Ruth smiled.  Ruth was happy when Sheriff Leland was happy.  And currently, he was chasing down this cruel, ruthless, absolutely amoral serial murderer with his shoes two feet off the ground like a love struck schoolboy.  She just hoped he didn’t become too addled by infatuation and kept his wits about him.  About Agent Hailey, she still hadn’t made up her mind.

“You see this latest news?  It’s that ‘in-depth’ interview that schoolgirl Nancy Gillis did of you coming back on the bus from the crime scene, and written up for the Kimmel High Wolverine.”  Ruth dropped a massive newspaper upon Leland’s desk.

Leland’s mind was on the whiteboard, but he turned when he heard the ‘thump!’.  “The Kimmel County Wolverine puts out a paper that big?”

Ruth shook her head.  “It was picked up by the New York Times!” Ruth said deadpan.

Leland and Agent Hailey both stared as Ruth placed the front page of the New York Times neatly where they could see the picture and headline, just below the fold.

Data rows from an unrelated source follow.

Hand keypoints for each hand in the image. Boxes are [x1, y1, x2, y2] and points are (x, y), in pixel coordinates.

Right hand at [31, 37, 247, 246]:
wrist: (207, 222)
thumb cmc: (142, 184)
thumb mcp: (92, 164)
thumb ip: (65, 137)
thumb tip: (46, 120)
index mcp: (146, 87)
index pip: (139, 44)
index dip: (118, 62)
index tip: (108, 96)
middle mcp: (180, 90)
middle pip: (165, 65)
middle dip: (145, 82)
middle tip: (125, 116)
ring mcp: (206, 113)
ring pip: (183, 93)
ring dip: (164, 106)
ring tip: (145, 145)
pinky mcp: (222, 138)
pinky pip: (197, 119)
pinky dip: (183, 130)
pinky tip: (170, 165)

The photo, taken in provocative shadow, was of “Sheriff Leland Kelly, Kimmel County Sheriff, oiling and reassembling his 45 caliber Colt Anaconda behind the partly open blinds of his front office.”

The headline read:

 

“They Pursue Serial Killers Differently in Kimmel County”

 

            Ruth gave Leland the sober eye.

            “Ooooh shit,” Leland whistled.